(Extracted records)

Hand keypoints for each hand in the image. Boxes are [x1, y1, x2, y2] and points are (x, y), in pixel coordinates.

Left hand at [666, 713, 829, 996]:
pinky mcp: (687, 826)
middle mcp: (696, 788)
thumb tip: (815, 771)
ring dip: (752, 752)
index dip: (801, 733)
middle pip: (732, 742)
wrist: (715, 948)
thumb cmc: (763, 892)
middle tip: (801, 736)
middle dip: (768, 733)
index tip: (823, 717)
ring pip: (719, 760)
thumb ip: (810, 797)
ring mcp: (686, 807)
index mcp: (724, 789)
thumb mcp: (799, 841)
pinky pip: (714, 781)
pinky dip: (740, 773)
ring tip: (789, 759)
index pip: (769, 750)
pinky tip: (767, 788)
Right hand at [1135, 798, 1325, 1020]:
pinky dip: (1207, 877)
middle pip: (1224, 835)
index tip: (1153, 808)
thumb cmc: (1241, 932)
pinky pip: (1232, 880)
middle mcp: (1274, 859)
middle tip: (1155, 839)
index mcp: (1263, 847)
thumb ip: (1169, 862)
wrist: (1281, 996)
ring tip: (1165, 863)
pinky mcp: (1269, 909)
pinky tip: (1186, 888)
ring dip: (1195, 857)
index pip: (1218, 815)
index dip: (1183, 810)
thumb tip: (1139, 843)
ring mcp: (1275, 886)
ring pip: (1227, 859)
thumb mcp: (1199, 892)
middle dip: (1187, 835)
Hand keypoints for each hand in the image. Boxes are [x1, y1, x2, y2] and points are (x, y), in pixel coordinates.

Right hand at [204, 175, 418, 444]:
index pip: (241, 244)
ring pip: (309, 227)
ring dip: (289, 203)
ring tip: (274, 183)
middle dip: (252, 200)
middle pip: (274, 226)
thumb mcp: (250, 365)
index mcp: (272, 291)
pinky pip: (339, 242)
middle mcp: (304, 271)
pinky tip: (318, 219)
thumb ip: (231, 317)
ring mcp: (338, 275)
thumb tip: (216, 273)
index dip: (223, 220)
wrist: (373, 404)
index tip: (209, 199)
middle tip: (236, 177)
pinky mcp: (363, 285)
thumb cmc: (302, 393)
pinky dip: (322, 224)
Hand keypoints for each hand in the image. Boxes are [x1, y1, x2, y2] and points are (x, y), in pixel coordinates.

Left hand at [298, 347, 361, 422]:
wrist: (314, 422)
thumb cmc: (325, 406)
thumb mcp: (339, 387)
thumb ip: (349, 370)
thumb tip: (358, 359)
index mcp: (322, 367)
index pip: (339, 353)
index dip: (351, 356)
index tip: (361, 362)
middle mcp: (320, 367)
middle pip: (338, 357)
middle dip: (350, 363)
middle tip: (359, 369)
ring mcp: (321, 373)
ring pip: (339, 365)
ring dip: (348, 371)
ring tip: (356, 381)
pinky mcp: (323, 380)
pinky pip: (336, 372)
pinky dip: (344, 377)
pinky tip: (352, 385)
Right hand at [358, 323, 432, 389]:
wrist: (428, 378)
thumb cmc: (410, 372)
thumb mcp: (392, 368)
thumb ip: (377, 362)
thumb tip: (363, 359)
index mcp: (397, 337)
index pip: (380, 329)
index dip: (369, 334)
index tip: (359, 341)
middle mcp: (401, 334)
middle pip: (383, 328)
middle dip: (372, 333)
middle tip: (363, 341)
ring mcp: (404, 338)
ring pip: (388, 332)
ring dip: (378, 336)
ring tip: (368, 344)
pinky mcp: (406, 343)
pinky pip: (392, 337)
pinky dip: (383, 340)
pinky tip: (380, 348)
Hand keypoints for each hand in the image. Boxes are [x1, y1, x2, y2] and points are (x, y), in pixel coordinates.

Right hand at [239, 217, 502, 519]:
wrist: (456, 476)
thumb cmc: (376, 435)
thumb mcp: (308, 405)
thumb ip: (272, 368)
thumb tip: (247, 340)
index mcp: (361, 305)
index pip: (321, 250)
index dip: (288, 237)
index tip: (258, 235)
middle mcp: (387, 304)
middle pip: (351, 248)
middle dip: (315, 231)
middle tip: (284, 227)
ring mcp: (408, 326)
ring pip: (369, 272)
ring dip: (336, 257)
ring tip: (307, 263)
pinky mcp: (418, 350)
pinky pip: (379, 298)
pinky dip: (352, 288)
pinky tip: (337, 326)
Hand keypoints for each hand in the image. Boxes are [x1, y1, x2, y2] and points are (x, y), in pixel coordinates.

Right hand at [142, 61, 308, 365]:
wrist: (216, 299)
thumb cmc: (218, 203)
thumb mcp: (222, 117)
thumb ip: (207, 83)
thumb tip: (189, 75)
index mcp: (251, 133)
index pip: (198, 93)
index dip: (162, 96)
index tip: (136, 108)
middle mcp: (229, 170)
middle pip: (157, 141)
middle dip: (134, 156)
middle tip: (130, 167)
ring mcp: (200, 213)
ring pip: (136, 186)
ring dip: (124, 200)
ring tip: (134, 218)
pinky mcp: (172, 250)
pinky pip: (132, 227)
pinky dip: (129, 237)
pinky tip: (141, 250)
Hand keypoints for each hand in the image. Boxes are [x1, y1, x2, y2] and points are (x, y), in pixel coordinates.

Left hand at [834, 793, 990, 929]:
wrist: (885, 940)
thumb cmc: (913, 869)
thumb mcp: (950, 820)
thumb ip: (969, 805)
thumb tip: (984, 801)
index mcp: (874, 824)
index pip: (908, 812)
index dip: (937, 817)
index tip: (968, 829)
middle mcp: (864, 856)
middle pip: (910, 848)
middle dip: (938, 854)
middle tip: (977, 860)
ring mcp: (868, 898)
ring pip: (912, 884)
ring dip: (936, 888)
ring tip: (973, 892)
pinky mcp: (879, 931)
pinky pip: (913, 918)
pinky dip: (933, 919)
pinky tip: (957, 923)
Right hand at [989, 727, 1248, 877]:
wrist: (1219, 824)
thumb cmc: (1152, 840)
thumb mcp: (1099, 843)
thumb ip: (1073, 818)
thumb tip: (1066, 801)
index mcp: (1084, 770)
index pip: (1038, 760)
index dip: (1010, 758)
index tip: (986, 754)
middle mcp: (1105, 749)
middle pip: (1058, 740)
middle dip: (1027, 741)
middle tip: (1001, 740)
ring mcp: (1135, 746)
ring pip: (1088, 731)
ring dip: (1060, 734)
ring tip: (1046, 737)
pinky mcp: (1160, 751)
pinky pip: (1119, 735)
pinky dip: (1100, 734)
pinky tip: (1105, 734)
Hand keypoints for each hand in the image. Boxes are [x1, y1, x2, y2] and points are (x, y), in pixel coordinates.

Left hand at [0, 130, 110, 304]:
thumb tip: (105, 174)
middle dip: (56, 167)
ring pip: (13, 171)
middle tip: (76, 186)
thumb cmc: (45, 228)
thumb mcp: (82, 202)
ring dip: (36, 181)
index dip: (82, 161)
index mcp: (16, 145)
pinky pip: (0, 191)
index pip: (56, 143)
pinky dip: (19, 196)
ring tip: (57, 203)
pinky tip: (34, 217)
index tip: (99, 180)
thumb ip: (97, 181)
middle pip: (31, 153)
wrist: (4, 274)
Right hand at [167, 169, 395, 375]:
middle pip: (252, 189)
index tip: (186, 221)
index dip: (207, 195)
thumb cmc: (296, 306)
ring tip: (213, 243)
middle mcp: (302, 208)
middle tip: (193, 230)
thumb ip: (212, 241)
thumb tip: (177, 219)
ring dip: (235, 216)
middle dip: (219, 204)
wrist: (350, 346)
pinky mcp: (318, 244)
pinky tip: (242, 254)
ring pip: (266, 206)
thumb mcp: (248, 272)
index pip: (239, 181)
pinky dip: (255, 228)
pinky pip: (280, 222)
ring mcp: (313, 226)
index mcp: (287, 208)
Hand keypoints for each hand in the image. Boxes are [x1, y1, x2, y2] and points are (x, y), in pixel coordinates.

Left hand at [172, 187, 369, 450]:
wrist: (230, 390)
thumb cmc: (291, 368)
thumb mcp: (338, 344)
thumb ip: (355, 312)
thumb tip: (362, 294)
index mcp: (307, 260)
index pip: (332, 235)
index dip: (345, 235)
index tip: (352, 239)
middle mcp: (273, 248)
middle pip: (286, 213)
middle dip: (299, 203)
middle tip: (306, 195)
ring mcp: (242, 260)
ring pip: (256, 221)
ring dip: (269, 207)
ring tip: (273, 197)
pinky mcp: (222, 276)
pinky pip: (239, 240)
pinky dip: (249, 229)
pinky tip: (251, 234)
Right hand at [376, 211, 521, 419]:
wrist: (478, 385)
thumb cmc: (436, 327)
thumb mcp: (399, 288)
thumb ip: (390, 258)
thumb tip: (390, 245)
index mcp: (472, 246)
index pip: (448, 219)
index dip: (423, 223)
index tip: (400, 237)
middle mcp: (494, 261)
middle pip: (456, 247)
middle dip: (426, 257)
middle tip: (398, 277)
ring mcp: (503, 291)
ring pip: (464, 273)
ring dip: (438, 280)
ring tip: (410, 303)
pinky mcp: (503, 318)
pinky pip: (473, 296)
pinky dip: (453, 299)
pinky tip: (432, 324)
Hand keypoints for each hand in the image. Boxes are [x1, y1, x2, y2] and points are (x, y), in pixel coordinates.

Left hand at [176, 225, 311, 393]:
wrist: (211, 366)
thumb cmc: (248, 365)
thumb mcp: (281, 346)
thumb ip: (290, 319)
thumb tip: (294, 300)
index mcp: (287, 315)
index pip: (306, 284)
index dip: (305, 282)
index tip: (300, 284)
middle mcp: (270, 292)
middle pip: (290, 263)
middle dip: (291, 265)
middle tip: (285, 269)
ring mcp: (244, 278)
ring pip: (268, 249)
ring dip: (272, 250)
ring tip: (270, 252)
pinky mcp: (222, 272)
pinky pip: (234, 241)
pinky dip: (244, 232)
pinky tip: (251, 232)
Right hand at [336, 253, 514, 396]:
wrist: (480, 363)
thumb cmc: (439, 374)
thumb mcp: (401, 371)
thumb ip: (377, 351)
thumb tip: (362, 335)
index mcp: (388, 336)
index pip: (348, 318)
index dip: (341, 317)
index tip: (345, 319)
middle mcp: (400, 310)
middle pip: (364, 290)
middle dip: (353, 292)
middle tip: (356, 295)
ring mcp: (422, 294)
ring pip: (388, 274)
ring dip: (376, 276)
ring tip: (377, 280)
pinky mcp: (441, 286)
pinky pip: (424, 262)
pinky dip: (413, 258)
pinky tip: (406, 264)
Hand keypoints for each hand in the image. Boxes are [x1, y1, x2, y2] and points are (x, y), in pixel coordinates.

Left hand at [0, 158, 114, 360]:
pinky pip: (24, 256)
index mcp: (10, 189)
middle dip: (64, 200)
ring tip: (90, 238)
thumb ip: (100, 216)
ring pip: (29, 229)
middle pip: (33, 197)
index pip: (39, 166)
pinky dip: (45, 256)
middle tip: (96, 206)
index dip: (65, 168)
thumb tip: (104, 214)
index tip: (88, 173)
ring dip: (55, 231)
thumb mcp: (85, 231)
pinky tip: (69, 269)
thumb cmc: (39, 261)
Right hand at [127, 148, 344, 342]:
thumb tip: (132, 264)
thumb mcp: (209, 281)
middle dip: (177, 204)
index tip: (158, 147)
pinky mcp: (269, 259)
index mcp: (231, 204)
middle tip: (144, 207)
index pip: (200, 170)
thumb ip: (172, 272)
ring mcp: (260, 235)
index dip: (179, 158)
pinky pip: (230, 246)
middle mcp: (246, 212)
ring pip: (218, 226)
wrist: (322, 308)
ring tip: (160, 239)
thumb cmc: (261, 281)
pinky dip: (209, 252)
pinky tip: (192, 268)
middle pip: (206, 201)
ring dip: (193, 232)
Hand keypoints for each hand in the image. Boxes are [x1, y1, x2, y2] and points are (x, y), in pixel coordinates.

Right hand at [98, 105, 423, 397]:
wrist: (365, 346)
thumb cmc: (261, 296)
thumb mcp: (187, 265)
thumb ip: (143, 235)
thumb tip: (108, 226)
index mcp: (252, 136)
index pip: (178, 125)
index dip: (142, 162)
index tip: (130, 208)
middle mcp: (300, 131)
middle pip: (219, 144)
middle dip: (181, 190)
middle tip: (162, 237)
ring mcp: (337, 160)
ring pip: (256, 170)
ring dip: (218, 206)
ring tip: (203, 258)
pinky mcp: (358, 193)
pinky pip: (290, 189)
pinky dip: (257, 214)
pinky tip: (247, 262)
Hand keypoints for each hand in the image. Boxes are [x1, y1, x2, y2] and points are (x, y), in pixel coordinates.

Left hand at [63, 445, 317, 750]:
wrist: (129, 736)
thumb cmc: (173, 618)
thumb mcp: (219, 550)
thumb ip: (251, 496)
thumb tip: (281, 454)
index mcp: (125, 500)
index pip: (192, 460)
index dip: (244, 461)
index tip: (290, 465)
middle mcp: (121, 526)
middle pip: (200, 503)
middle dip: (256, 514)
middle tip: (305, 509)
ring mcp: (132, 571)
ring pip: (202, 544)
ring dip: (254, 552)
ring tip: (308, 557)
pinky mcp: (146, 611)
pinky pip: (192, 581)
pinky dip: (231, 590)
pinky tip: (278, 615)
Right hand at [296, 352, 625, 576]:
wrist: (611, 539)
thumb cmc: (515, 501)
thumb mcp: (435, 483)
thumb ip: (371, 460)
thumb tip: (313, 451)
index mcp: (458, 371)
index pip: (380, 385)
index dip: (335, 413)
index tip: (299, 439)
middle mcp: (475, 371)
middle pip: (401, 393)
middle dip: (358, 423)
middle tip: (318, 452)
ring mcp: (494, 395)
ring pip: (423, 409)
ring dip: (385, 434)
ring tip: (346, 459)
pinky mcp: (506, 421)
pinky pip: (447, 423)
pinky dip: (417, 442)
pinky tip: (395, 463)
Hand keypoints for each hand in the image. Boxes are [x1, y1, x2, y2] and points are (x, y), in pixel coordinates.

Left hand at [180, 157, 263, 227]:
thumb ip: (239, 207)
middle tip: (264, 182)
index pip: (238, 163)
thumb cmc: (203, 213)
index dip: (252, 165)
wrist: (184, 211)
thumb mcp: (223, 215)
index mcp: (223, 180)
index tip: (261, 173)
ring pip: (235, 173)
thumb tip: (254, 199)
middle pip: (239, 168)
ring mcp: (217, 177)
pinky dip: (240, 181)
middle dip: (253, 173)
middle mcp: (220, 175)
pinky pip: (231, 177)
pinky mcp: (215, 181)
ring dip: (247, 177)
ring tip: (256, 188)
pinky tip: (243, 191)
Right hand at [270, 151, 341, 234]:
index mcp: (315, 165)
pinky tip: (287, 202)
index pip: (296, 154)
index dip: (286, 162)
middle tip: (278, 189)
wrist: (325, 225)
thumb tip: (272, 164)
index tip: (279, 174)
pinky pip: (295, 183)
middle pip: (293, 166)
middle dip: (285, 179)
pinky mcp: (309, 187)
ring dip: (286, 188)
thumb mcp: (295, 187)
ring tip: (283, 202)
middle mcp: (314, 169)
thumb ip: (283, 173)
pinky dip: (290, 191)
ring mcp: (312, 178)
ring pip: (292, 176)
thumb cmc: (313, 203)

(End Extracted records)

What you have to do: What lines in the entries contain "Left"? Report each one by copying it.

Answer below:
Left hand at [666, 713, 829, 996]:
Left hand at [298, 347, 361, 422]:
Left hand at [834, 793, 990, 929]:
Left hand at [0, 130, 110, 304]:
Left hand at [172, 187, 369, 450]:
Left hand at [176, 225, 311, 393]:
Left hand at [0, 158, 114, 360]:
Left hand at [63, 445, 317, 750]:
Left hand at [180, 157, 263, 227]:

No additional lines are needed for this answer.